After her aunt  finds a way to rid herself of the orphan, Jane is sent to the Lowood School for Girls, which is exactly as awful as you can imagine.  Here, the girls aren’t always physically abused, but they are barely fed and rarely loved.  However, it’s far better than what she escaped from: I would not now have exchanged Lowood with all its privations, for Gateshead and its daily luxuries–Jane Eyre. Jane also meets Helen Burns and they strike up a friendship.  Even though conditions here are mostly awful, Jane excels in her education spending six years there as a student and two additional years as a teacher. What else is a girl to do but study  and work when she is poor?

The pivotal act of the book for me was when Jane is employed as a governess at Thornfield Hall, where Jane’s only charge shall be the young French girl, Adele Varens.  The house itself is Gothic and foreboding,  All these relics gave…Thornfield Hall the aspect of a home of the past: a shrine to memory. I liked the hush, the gloom, the quaintness of these retreats in the day; but I by no means coveted a night’s repose on one of those wide and heavy beds: shut in, some of them, with doors of oak; shaded, others, with wrought old-English hangings crusted with thick work, portraying effigies of strange flowers, and stranger birds, and strangest human beings,–all which would have looked strange, indeed, by the pallid gleam of moonlight …

The master of the house is the mysterious Mr. Rochester, the perfectly Byronic hero of the book. He is mad, bad, and dangerous to know—-a man of secrets and moral ambiguity. He had a dark face, with stern features, and a heavy brow; his eyes and gathered eyebrows looked ireful and thwarted just now. Even though he is threatening, there is something about Rochester that intrigues Jane, but she is not the type of heroine to give in to his demands or desires just because he is the man in charge.

Jane is very strong, fierce and independent. Although she was created in a time of  suppression of the female gender, she does attempt to have a fulfilling life on her own terms.  She is a woman before her time and I so wish that Jane Eyre could be valued more in a modern audience, rather than the insipid Bella Swan.  I know all of us wonder, “Why Am I Here? What is my Purpose in Life?” Jane questions her own life and purpose just as much as any of us still do today, but she doesn’t sit around feeling sorry for herself. She makes the best of what she has.
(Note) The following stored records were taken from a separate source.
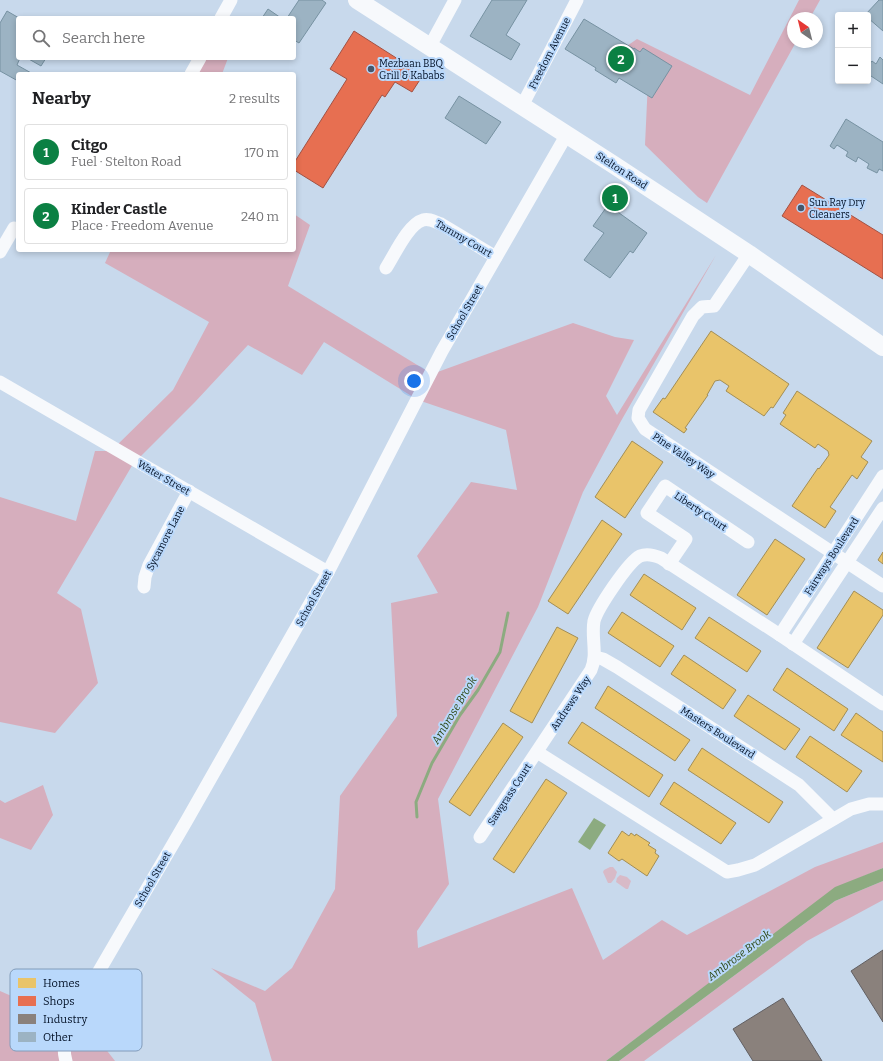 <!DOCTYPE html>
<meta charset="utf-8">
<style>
:root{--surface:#fff;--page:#f2f2f2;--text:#202124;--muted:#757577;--line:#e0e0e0;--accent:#0b8043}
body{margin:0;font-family:Bitter,serif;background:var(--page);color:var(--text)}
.controls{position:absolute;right:12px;top:12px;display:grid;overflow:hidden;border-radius:4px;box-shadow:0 2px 6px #0003}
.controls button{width:36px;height:36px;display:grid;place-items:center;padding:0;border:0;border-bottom:1px solid var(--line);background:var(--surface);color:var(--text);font:20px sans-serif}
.compass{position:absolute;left:787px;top:12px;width:36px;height:36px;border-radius:50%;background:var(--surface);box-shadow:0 2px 6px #0003;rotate:325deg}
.you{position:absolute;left:414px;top:381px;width:14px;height:14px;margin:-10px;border:3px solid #fff;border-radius:50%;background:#1a73e8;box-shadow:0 0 0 6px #1a73e833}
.badge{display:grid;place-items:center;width:26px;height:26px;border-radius:50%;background:var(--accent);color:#fff;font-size:13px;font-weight:700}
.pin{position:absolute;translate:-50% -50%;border:2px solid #fff;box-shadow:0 1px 4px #0006}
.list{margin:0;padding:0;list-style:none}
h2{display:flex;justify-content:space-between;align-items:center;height:52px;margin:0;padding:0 16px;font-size:17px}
h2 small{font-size:13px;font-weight:400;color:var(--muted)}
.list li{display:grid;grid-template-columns:26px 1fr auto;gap:12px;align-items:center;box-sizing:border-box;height:56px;margin:0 8px 8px;padding:0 8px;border:1px solid var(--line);border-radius:4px}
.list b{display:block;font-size:15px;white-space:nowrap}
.list p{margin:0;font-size:13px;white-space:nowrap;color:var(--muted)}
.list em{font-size:13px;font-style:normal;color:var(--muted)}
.icon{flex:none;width:22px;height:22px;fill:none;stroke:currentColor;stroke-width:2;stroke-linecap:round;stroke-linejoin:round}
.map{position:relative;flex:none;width:883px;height:1061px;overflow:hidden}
.search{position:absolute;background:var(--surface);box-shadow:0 2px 6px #0003;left:16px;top:16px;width:280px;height:44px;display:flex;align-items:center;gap:10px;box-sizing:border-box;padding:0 14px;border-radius:4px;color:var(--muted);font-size:15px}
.panel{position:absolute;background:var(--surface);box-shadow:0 2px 6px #0003;left:16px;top:72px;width:280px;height:180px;border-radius:4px}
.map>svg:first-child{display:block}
</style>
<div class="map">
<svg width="883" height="1061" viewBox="0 0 883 1061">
<rect width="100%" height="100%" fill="#c8d9ec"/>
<!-- green -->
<g fill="#d8bac7">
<polygon points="610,867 613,867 617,872 615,878 611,883 608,883 603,872 604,870"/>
<polygon points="620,875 627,877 631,881 628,889 626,889 616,882 617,878"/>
</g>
<!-- forest -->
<g fill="#d6aebd">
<polygon points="799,0 820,0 810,18 793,18 793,42 796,42 707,203 698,197 645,145 648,81 624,48 637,39 750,95"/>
<polygon points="199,58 228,58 222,74 192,74"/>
<polygon points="294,214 310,225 288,286 432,374 573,323 615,337 634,340 606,396 617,415 716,255 621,421 583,492 538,607 438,799 449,884 417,931 418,948 572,888 603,960 662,920 687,935 815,867 883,842 883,868 835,888 606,1061 272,1061 255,1003 211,968 265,991 292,968 335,889 340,796 397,716 391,603 438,593 417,556 471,482 517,490 506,430 418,400 324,342 302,375 248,345 195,402 133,464 57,593 81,609 98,683 55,733 0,722 0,497 76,521 95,451 111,451 173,390 209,322 105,263 111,250 294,250"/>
<polygon points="43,785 53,815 31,850 0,838 0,800 5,803"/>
<polygon points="883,881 883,900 807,941 644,1061 619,1061 835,901"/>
<polygon points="0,991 62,1018 94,1034 115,1061 0,1061"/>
</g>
<!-- water -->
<g fill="#8cab80">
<polygon points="594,818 606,825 590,850 578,842"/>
<polygon points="883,868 883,881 835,901 619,1061 606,1061 835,887"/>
</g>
<!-- homes -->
<g fill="#e9c46a" stroke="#a38e55">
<polygon points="711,331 789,384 773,408 771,407 764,416 726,391 729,386 720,380 715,381 707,395 708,395 685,428 687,429 684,433 653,412 663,398 665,399"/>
<polygon points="797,391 872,441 861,457 868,462 857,479 852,475 830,507 836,511 825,528 792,506 818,468 819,469 829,455 828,451 818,444 815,448 780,424 786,415 783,413"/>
<polygon points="632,441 663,462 625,518 595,497"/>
<polygon points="602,520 622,534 568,614 548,601"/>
<polygon points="775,539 805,559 767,615 737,595"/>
<polygon points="883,552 883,564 878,560"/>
<polygon points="644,574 696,608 682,630 630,595"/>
<polygon points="854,591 883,610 883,615 848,668 817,648"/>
<polygon points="622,612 674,646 660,667 608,633"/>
<polygon points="709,617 761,651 747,672 695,638"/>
<polygon points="557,627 578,638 532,723 510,711"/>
<polygon points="684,655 736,690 723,709 671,674"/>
<polygon points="787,668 848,709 834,731 773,690"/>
<polygon points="608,686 690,740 675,761 595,708"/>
<polygon points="748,695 800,729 785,750 734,716"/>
<polygon points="856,713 883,732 883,762 841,735"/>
<polygon points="582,722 663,775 649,797 568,743"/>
<polygon points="503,723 523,737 470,816 449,802"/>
<polygon points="810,736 862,771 847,792 796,757"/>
<polygon points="702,748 783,802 769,823 688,770"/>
<polygon points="546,779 567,793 514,873 493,859"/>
<polygon points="674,782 736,823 721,844 660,804"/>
<polygon points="622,831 629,836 631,833 635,836 636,834 650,843 648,845 656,850 655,853 659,856 647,876 622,859 619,861 608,853"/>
</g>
<!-- shops -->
<g fill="#e76f51" stroke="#a25244">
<polygon points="354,31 423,75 412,92 395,82 385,97 382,95 323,188 294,170 294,163 347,79 330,69"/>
<polygon points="802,185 883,235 883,279 782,216"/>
</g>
<!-- industry -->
<g fill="#8a817c" stroke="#615f62">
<polygon points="883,950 883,1022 851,971"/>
<polygon points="783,998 822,1061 753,1061 733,1029"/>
</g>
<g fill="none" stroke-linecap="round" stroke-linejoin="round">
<!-- stream -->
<polyline stroke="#8cab80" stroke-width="3" points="417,817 416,802 432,763 460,715 478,690 500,652 508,613"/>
</g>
<!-- building -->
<g fill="#9cb3c3" stroke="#7792a2">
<polygon points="299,0 322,0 326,3 299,43 294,40 294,18 287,18"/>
<polygon points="492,0 527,0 506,35 520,44 511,60 470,36"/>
<polygon points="879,0 883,0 883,31 868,18 868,15 865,15"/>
<polygon points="268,9 281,18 262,18"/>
<polygon points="7,11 19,18 18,58 20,58 17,65 33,74 18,74 18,81 0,71 0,23"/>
<polygon points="584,19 634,49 634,48 640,52 643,48 672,66 652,98 619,78 616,83 595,70 596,68 565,49"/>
<polygon points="880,57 883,60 883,84 868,74 868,66 872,61 876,64"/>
<polygon points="27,58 46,58 41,66"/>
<polygon points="459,96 501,122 486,144 445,118"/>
<polygon points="846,119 883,142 883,171 879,169 877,173 867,168 869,164 858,157 856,162 846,156 848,152 837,145 834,149 830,146"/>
<polygon points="608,205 647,233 633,253 630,251 610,278 584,260 604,233 593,226"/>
</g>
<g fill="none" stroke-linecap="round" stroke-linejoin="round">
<!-- minor -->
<g stroke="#f7f9fc" stroke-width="13">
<polyline points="221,18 231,0"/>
<polyline points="430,46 455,0"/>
<polyline points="191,74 200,58"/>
<polyline points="522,106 577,0"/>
<polyline points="0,252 14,228"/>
<polyline points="749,254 714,306 702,307 693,316 639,410 638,418 645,429 883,586"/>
<path d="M386,268C394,256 408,224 423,220C429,218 435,222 441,224L496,257"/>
<polyline points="0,382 328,572"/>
<polyline points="669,564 686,539 647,513 665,486 748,542"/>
<polyline points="144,587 145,577 149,565 189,491"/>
<polyline points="780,635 883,476"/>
<polyline points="793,644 883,508"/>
<polyline points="595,657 603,659 617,667 799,785 833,819"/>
<polyline points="537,752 727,872 738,870 755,865 851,809 869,804 883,804"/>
<path d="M480,837L591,670C598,654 591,638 594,621C597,609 628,562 640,556C647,553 654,555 661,558L780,635L883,704"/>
<path d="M66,1061C61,1044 67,1030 74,1014L187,820L328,572L442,351L567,134"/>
</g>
<!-- secondary -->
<polyline stroke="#f7f9fc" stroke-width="18" points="357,0 614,165 749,254 883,347"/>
</g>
<!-- markers -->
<g fill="#46566a" stroke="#b9d8fb" stroke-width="1.5">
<circle cx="371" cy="69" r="4"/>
<circle cx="801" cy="208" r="4"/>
</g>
<g text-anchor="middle" stroke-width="4" stroke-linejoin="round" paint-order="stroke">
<!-- street labels -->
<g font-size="10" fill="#000f24" stroke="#b9d8fb">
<text transform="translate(549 53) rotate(-63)" y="4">Freedom Avenue</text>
<text transform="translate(622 170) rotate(33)" y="4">Stelton Road</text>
<text transform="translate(464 238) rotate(30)" y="4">Tammy Court</text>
<text transform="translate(464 312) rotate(-60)" y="4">School Street</text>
<text transform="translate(684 455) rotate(34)" y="4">Pine Valley Way</text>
<text transform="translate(164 477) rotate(30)" y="4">Water Street</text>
<text transform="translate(701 511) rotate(34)" y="4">Liberty Court</text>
<text transform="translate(165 538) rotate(-63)" y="4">Sycamore Lane</text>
<text transform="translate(831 556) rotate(-57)" y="4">Fairways Boulevard</text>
<text transform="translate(313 598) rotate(-61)" y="4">School Street</text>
<text transform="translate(570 703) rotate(-56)" y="4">Andrews Way</text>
<text transform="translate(718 732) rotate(33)" y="4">Masters Boulevard</text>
<text transform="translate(509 794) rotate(-57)" y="4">Sawgrass Court</text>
<text transform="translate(152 879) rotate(-60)" y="4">School Street</text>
</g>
<!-- poi labels -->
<g font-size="10" fill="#000f24" stroke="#b9d8fb" text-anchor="start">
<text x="379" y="67">Mezbaan BBQ<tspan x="379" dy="12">Grill &amp; Kababs</tspan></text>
<text x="809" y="206">Sun Ray Dry<tspan x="809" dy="12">Cleaners</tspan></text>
</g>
<!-- water labels -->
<g font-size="11" font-style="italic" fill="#2e4714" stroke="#b9d8fb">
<text transform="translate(454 710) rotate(-59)" y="4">Ambrose Brook</text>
<text transform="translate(739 955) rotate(-37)" y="4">Ambrose Brook</text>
</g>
</g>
<!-- legend -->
<rect x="10" y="969" width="132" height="82" rx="6" fill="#b9d8fb" stroke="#829cba" stroke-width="1"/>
<rect x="18" y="978" width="18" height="10" fill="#e9c46a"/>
<rect x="18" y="996" width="18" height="10" fill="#e76f51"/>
<rect x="18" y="1014" width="18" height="10" fill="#8a817c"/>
<rect x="18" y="1032" width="18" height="10" fill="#9cb3c3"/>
<g font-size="11" fill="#000f24">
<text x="43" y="987">Homes</text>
<text x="43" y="1005">Shops</text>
<text x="43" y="1023">Industry</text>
<text x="43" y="1041">Other</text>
</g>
</svg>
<div class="controls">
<button>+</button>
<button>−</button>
</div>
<svg class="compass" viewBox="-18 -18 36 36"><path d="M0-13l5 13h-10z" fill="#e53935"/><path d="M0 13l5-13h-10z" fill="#757577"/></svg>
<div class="you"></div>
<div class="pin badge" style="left:615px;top:198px">1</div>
<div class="pin badge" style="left:621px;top:59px">2</div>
<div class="search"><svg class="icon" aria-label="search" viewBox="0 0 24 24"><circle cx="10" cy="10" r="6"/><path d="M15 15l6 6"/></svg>Search here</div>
<section class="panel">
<h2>Nearby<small>2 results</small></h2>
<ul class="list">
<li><span class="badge">1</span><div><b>Citgo</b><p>Fuel · Stelton Road</p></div><em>170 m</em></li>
<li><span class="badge">2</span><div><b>Kinder Castle</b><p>Place · Freedom Avenue</p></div><em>240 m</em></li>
</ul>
</section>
</div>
Jane Eyre is in my mind a romance.  There were the moments of swooning (mine and Jane’s), when Jane admits at one point, her true feelings for Rochester, I had not intended to love him: the reader knows I had wrought hard to extirpate from my soul the germs of love there detected; and now, at the first renewed view of him, they spontaneously revived, green and strong! He made me love him without looking at me. It may not have the sweeping gestures of a typical modern romance, but Jane does find satisfaction.